Corbin Bernsen is simply brilliant as the deranged Dr Feinstone. He’s not exactly 100% sane to start the film with his obsession with cleanliness but when he snaps, you can almost sympathise with him. He loves his wife dearly and takes pride in his job but when his marriage falls apart and his job causes problems, there’s nothing else for him and you can only feel sorry for him. Feinstone’s descent into total madness takes it’s time to come to fruition and it’s good to see director Brian Yuzna spend so much time in building the character up. It may be a little slow but it’s like that for a good reason. Bernsen may have slummed around in many cheap B-movies but his performance here is the right mix of scene-chewing silliness and scary seriousness. He knows when the push the right buttons towards the audience especially during the torture scenes and displays a perfect balance of humour and horror. Linda Hoffman has the supporting role as his wife and looks fantastic, providing the more-than-ample nudity factor. Both Ken Foree and Earl Boen are wasted in small roles.

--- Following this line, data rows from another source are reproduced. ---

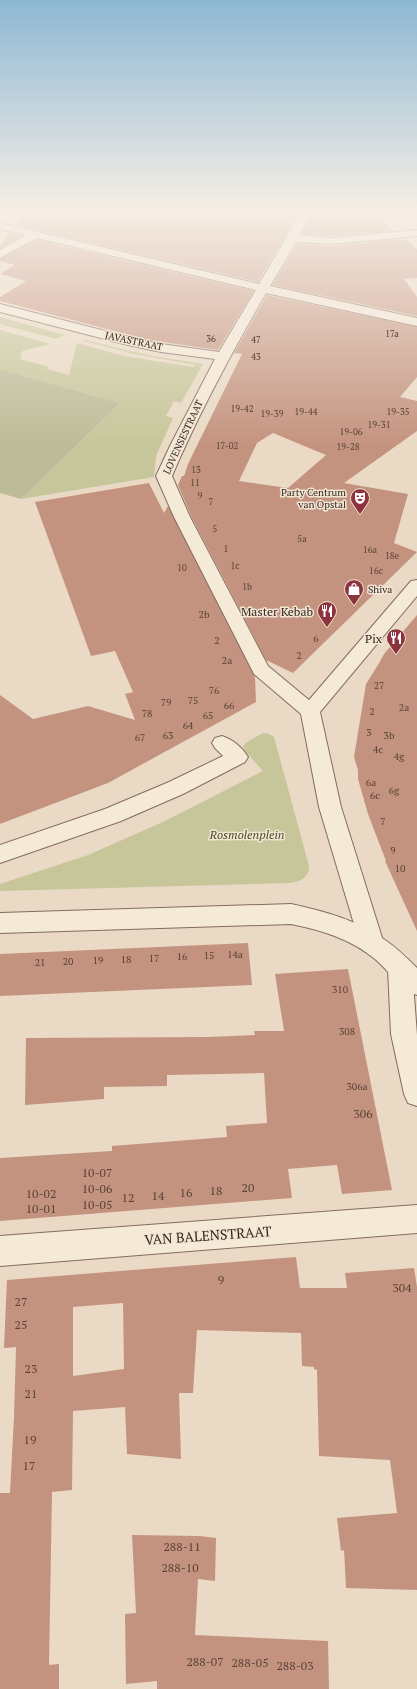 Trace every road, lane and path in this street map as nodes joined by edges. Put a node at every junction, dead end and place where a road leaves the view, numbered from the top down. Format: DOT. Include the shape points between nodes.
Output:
graph roads {
  1 [pos="262,288"];
  2 [pos="0,308"];
  3 [pos="417,322"];
  4 [pos="223,356"];
  5 [pos="417,585"];
  6 [pos="310,712"];
  7 [pos="222,743"];
  8 [pos="0,854"];
  9 [pos="0,923"];
  10 [pos="372,944"];
  11 [pos="409,976"];
  12 [pos="417,1094"];
  13 [pos="417,1219"];
  14 [pos="0,1251"];
  1 -- 3 [label="street"];
  1 -- 4 [label="street, LOVENSESTRAAT"];
  2 -- 4 [label="street, JAVASTRAAT" via="128,341"];
  4 -- 6 [label="street, LOVENSESTRAAT" via="164,476 182,517 261,670"];
  5 -- 6 [label="street"];
  6 -- 10 [label="street" via="330,807"];
  7 -- 8 [label="street" via="238,757 113,816"];
  9 -- 10 [label="street" via="291,914 322,920"];
  10 -- 11 [label="street"];
  11 -- 12 [label="street" via="404,1034"];
  13 -- 14 [label="street, VAN BALENSTRAAT"];
}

So let’s get down to the real notoriety of the film – the scenes in the chair. These scenes of dental torture are brutal, there’s no two ways around it. There are plenty of close-ups so you get a good first-hand look at all of the damage he causes. I’ve seen everything from people being eaten alive, heads chopped off, intestines ripped out, limbs severed and the like but I haven’t grimaced as much as I did when the dentist destroys a woman’s tooth to dust with the drill. It’s stomach-churning material because it looks so real. It’s for this reason that the film has the high 18 rating in the UK. There’s not much gore elsewhere in the film but these dental torture scenes are pretty horrific because they look so realistic.
There’s a reason this doesn’t get the full marks treatment though and that’s because of the finale. The film was going so well up until the final third inside the dentist’s surgery but its here where it reduces itself to a mess of generic stalk clichés and the pay-off doesn’t pack the punch it should. I guess there’s only so much leverage the script could give a character as deranged as Feinstone before it had to resort to such stereotypical slasher tactics.
The Dentist is a totally underrated gem of a horror flick and one of the best of the 90s low budget scene. If you have a fear of the dentist, then DO NOT watch this film as it will reinforce your wildest nightmares. If you don’t fear the dentist, you’ll still think again after seeing it.